Microsoft released its monthly security update today that fixes a critical flaw in Internet Explorer (IE).

Users are being advised to update their systems following the release of Microsoft’s monthly Patch Tuesday security update, as the May edition includes a critical fixes for zero-day vulnerability in IE and one other flaw rated by the company as a critical security risk.

If exploited, the flaws could allow an attacker to remotely execute code on a targeted system.

Microsoft has listed the critical patches as a top deployment priority as do most of us in the industry.

The flaws impacted every current supported version of both IE and Windows, along with the zero-day status make the deployments an important fix for all users.

Other security issues addressed in the update include eight bulletins rated by Microsoft as important security risks. The flaws include remote code execution as well as a denial of service and another elevation of privilege flaw which could prove to be bigger issues for some customers.

Administrators of Windows Server 2012 systems need to patch as a flaw in the HTTP.sys component could be targeted to perform denial of service attacks, possibly crippling a system and preventing user access for the duration of the attack.

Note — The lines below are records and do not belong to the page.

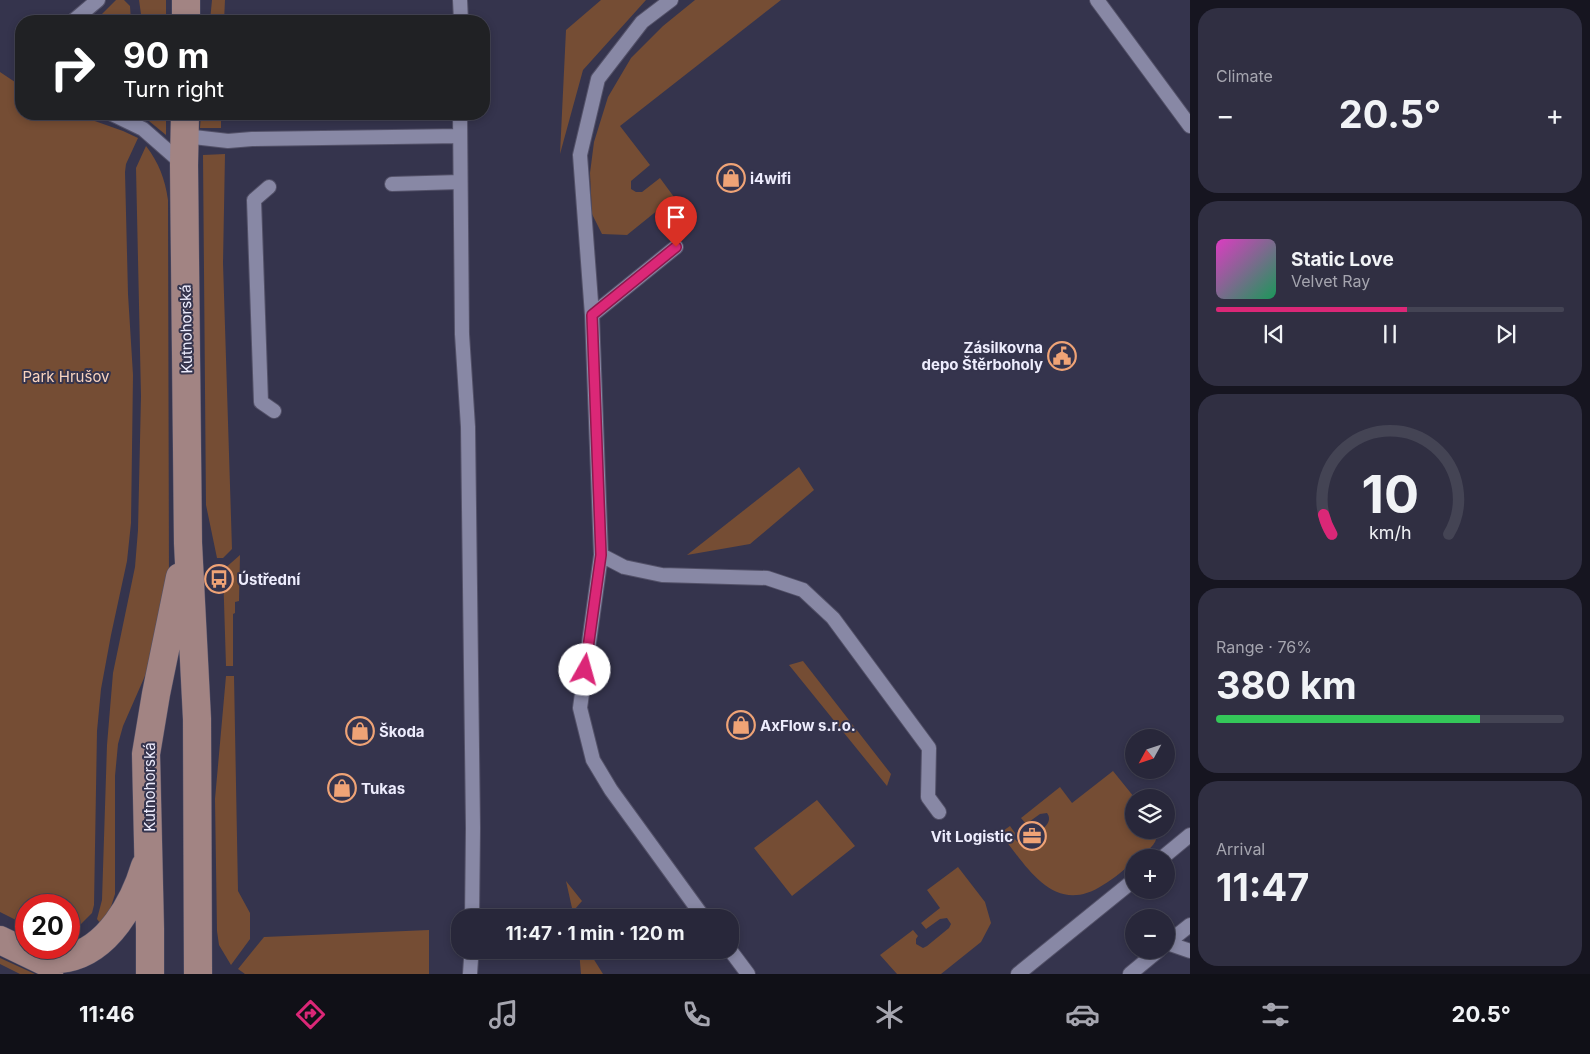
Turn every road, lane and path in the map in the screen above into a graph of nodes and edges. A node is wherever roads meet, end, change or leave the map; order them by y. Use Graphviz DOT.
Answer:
graph roads {
  1 [pos="98,0"];
  2 [pos="186,0"];
  3 [pos="460,0"];
  4 [pos="671,0"];
  5 [pos="1097,0"];
  6 [pos="80,15"];
  7 [pos="186,15"];
  8 [pos="461,15"];
  9 [pos="124,120"];
  10 [pos="460,120"];
  11 [pos="185,125"];
  12 [pos="1190,126"];
  13 [pos="460,136"];
  14 [pos="184,165"];
  15 [pos="460,182"];
  16 [pos="392,184"];
  17 [pos="269,187"];
  18 [pos="676,247"];
  19 [pos="592,315"];
  20 [pos="274,411"];
  21 [pos="188,544"];
  22 [pos="601,555"];
  23 [pos="939,812"];
  24 [pos="1190,835"];
  25 [pos="1173,849"];
  26 [pos="148,856"];
  27 [pos="1125,887"];
  28 [pos="472,909"];
  29 [pos="697,909"];
  30 [pos="1190,924"];
  31 [pos="1175,937"];
  32 [pos="0,940"];
  33 [pos="15,947"];
  34 [pos="1175,948"];
  35 [pos="1190,951"];
  36 [pos="80,954"];
  37 [pos="40,959"];
  38 [pos="737,959"];
  39 [pos="1148,959"];
  40 [pos="472,960"];
  41 [pos="72,974"];
  42 [pos="150,974"];
  43 [pos="198,974"];
  44 [pos="470,974"];
  45 [pos="748,974"];
  46 [pos="1018,974"];
  47 [pos="1130,974"];
  1 -- 6 [label="lane"];
  2 -- 7 [label="main road"];
  3 -- 8 [label="lane"];
  4 -- 19 [label="lane"];
  5 -- 12 [label="lane"];
  9 -- 14 [label="lane"];
  10 -- 13 [label="lane"];
  11 -- 13 [label="lane"];
  11 -- 14 [label="main road, Kutnohorská"];
  13 -- 15 [label="lane"];
  14 -- 21 [label="main road, Kutnohorská"];
  15 -- 16 [label="lane"];
  15 -- 28 [label="lane"];
  17 -- 20 [label="lane"];
  18 -- 19 [label="lane"];
  19 -- 22 [label="lane"];
  21 -- 26 [label="main road, Kutnohorská"];
  21 -- 43 [label="main road, Kutnohorská"];
  22 -- 23 [label="lane"];
  22 -- 29 [label="lane"];
  24 -- 25 [label="lane"];
  26 -- 36 [label="main road"];
  26 -- 42 [label="main road, Kutnohorská"];
  27 -- 46 [label="lane"];
  30 -- 31 [label="lane"];
  32 -- 33 [label="main road"];
  34 -- 35 [label="lane"];
  37 -- 41 [label="main road"];
  38 -- 45 [label="lane"];
  39 -- 47 [label="lane"];
  40 -- 44 [label="lane"];
}
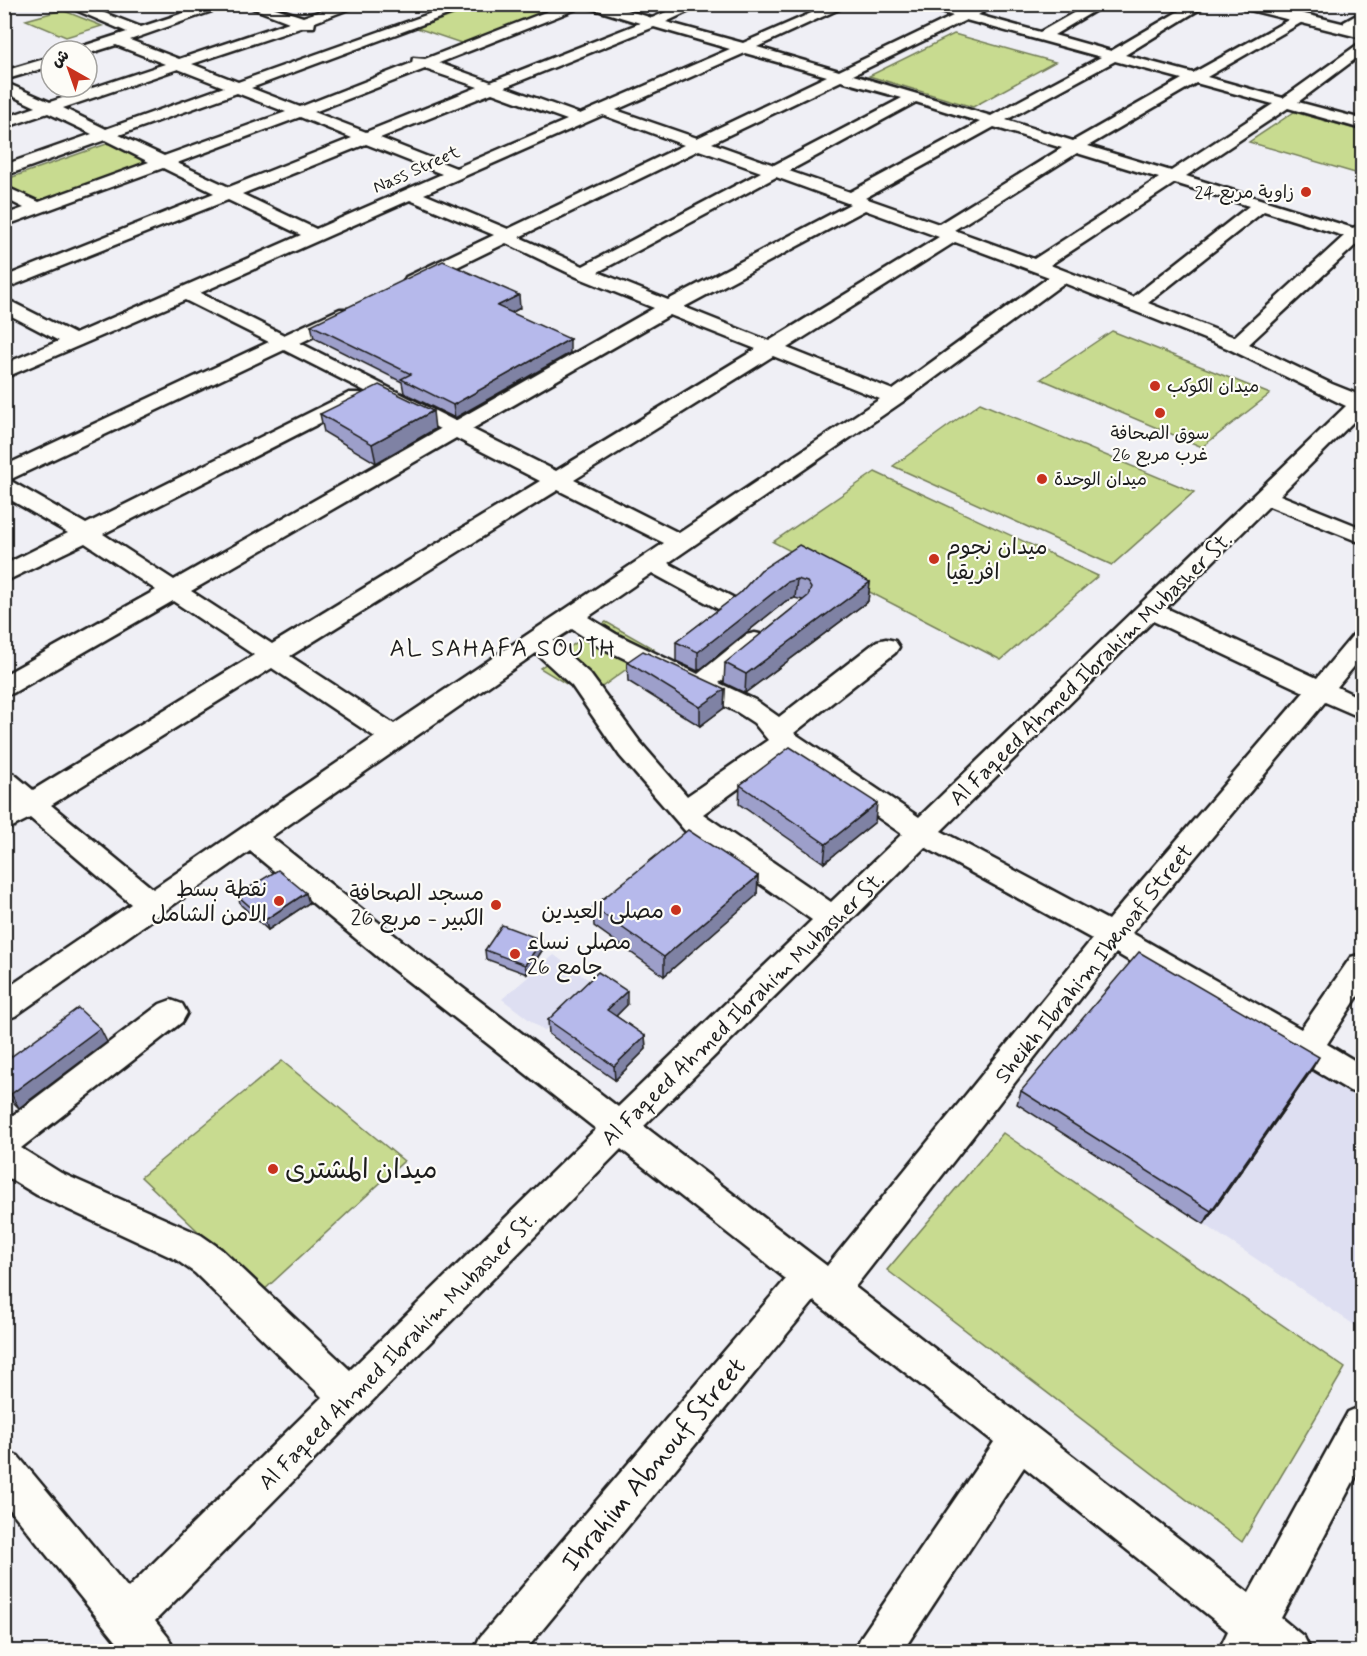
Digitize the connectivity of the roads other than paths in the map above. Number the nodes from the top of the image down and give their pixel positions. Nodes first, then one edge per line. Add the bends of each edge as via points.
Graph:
1 (68, 4) edge
2 (226, 4) edge
3 (248, 4) edge
4 (356, 4) edge
5 (471, 4) edge
6 (579, 4) edge
7 (590, 4) edge
8 (698, 4) edge
9 (844, 4) edge
10 (922, 4) edge
11 (989, 4) edge
12 (1100, 4) edge
13 (1202, 4) edge
14 (1243, 4) edge
15 (1266, 5) edge
16 (964, 16) junction
17 (1362, 16) edge
18 (1299, 18) junction
19 (304, 22) junction
20 (651, 24) junction
21 (324, 29) dead end
22 (1358, 29) edge
23 (140, 32) junction
24 (344, 36) dead end
25 (1041, 37) junction
26 (117, 40) junction
27 (364, 43) junction
28 (99, 46) edge
29 (746, 48) junction
30 (1362, 48) edge
31 (385, 50) dead end
32 (1113, 56) junction
33 (405, 57) dead end
34 (181, 64) junction
35 (425, 64) junction
36 (39, 65) edge
37 (841, 75) junction
38 (4, 76) edge
39 (1196, 79) junction
40 (4, 86) edge
41 (242, 87) junction
42 (491, 87) junction
43 (915, 97) junction
44 (1286, 103) junction
45 (50, 107) junction
46 (602, 110) junction
47 (300, 112) junction
48 (580, 119) junction
49 (993, 121) junction
50 (4, 123) edge
51 (1362, 124) edge
52 (107, 135) junction
53 (368, 138) junction
54 (696, 143) junction
55 (1073, 148) junction
56 (162, 162) junction
57 (4, 171) edge
58 (775, 171) junction
59 (455, 173) junction
60 (1169, 177) junction
61 (4, 191) edge
62 (225, 194) junction
63 (409, 194) junction
64 (857, 201) junction
65 (1261, 205) junction
66 (38, 208) junction
67 (4, 221) edge
68 (1360, 233) edge
69 (315, 235) junction
70 (945, 235) junction
71 (506, 236) junction
72 (1035, 267) junction
73 (583, 273) junction
74 (1061, 277) junction
75 (4, 284) edge
76 (401, 286) edge
77 (184, 292) junction
78 (4, 304) edge
79 (1135, 304) junction
80 (360, 306) edge
81 (670, 307) junction
82 (75, 341) junction
83 (287, 342) junction
84 (1236, 345) junction
85 (775, 348) junction
86 (4, 372) edge
87 (374, 387) junction
88 (895, 398) junction
89 (1362, 403) edge
90 (457, 428) junction
91 (4, 475) edge
92 (558, 480) junction
93 (4, 486) edge
94 (1266, 497) junction
95 (84, 533) junction
96 (1362, 536) edge
97 (681, 543) junction
98 (651, 563) junction
99 (4, 575) edge
100 (174, 592) junction
101 (729, 605) edge
102 (1149, 610) junction
103 (572, 617) junction
104 (770, 629) edge
105 (536, 640) junction
106 (607, 640) junction
107 (1362, 642) edge
108 (677, 646) dead end
109 (886, 647) dead end
110 (275, 656) junction
111 (564, 662) junction
112 (653, 663) junction
113 (701, 685) junction
114 (4, 687) edge
115 (1322, 690) junction
116 (1362, 709) edge
117 (394, 737) junction
118 (781, 737) junction
119 (4, 781) edge
120 (32, 804) junction
121 (685, 812) junction
122 (4, 821) edge
123 (922, 833) junction
124 (250, 836) junction
125 (151, 904) junction
126 (833, 919) junction
127 (1112, 936) junction
128 (1362, 966) edge
129 (4, 1007) edge
130 (171, 1013) dead end
131 (1306, 1048) junction
132 (1362, 1081) edge
133 (620, 1127) junction
134 (4, 1142) edge
135 (4, 1156) edge
136 (821, 1284) junction
137 (350, 1397) junction
138 (1362, 1426) edge
139 (1020, 1438) junction
140 (10, 1489) edge
141 (127, 1619) junction
142 (1247, 1638) edge
143 (153, 1652) edge
144 (495, 1652) edge
145 (876, 1652) edge
146 (1289, 1652) edge

1 - 23 street
2 - 23 street
3 - 19 street
4 - 19 street
5 - 27 street
6 - 35 street
7 - 20 street
8 - 20 street
9 - 29 street, Nass Street
10 - 16 street
11 - 16 street
12 - 25 street
13 - 32 street
14 - 18 main road
15 - 22 main road
16 - 25 street
16 - 37 street
17 - 22 street
18 - 22 main road
18 - 39 street
19 - 21 street
19 - 34 street
20 - 29 street
20 - 42 street
23 - 26 street
24 - 27 street
25 - 32 street
26 - 28 street
26 - 34 street
27 - 31 street
27 - 41 street
29 - 37 street
29 - 46 street, Nass Street
30 - 44 street
32 - 39 street
32 - 49 street
33 - 35 street
34 - 41 street
34 - 45 street
35 - 42 street
35 - 47 street
36 - 38 street
37 - 43 street
37 - 54 street
39 - 44 street
39 - 55 street
40 - 45 street
41 - 47 street
41 - 52 street
42 - 48 street
42 - 53 street
43 - 49 street
43 - 58 street
44 - 51 street
44 - 60 street
45 - 50 street
45 - 52 street
46 - 48 street, Nass Street
46 - 54 street
47 - 53 street
47 - 56 street
48 - 59 street, Nass Street
49 - 55 street
49 - 64 street
52 - 56 street
52 - 57 street
53 - 59 street
53 - 62 street
54 - 58 street
54 - 71 street
55 - 60 street
55 - 70 street
56 - 62 street
56 - 66 street
58 - 64 street
58 - 73 street
59 - 63 street, Nass Street
60 - 65 street
60 - 72 street
61 - 66 street
62 - 69 street
62 - 75 street
63 - 69 street, Nass Street
63 - 71 street
64 - 70 street
64 - 81 street
65 - 68 street
65 - 79 street
66 - 67 street
68 - 84 street
69 - 77 street, Nass Street
70 - 72 street
70 - 85 street
71 - 73 street
71 - 76 street
72 - 74 street
73 - 81 street
74 - 79 street
74 - 88 street
77 - 82 street, Nass Street
77 - 83 street
78 - 82 street
79 - 84 street
80 - 83 street
81 - 85 street
81 - 90 street
82 - 86 street, Nass Street
83 - 87 street
83 - 91 street
84 - 89 street via 1302,379
85 - 88 street
85 - 92 street
87 - 90 street
87 - 95 street
88 - 97 street
89 - 94 street, Al Faqeed Ahmed Ibrahim Mubasher St.
90 - 92 street
90 - 100 street
92 - 97 street
92 - 110 street
93 - 95 street
94 - 96 street
94 - 102 street, Al Faqeed Ahmed Ibrahim Mubasher St.
95 - 99 street
95 - 100 street
97 - 98 street
98 - 101 street
98 - 103 street
100 - 110 street
100 - 114 street
102 - 115 street
102 - 123 street, Al Faqeed Ahmed Ibrahim Mubasher St.
103 - 105 street
103 - 106 street
104 - 113 street
105 - 111 street
105 - 117 street
106 - 111 street
106 - 112 street
107 - 115 street, Sheikh Ibrahim Ibenoaf Street
108 - 112 street
109 - 118 street
110 - 117 street
110 - 120 street
111 - 121 street via 630,749
112 - 113 street
113 - 118 street via 763,717
115 - 116 street
115 - 127 street, Sheikh Ibrahim Ibenoaf Street
117 - 124 street
118 - 121 street
118 - 123 street
119 - 120 street
120 - 122 street
120 - 125 street
121 - 126 street via 725,847
123 - 126 street, Al Faqeed Ahmed Ibrahim Mubasher St.
123 - 127 street
124 - 125 street
124 - 133 street
125 - 129 street
126 - 133 street, Al Faqeed Ahmed Ibrahim Mubasher St.
127 - 131 street
127 - 136 street, Sheikh Ibrahim Ibenoaf Street
128 - 131 street
130 - 134 street
131 - 132 street
133 - 136 street
133 - 137 street, Al Faqeed Ahmed Ibrahim Mubasher St.
135 - 137 street via 49,1184 188,1247 208,1261
136 - 139 street
136 - 144 street, Ibrahim Abnouf Street
137 - 141 street, Al Faqeed Ahmed Ibrahim Mubasher St.
138 - 142 street
139 - 142 street
139 - 145 street
140 - 141 street
141 - 143 street
142 - 146 street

Similarly, a flaw in Windows XP could be exploited in conjunction with other attacks.

Windows XP is not recommend to be run as the dated platform has security concerns, such as an attacker could potentially target one of the Internet Explorer flaws to access a system and then target the elevation privilege flaw to gain total control over the system and potentially wreak further havoc.

Support for Windows XP is ending on April 8, 2014. If you’re running this version after support ends, you won’t get security updates for Windows.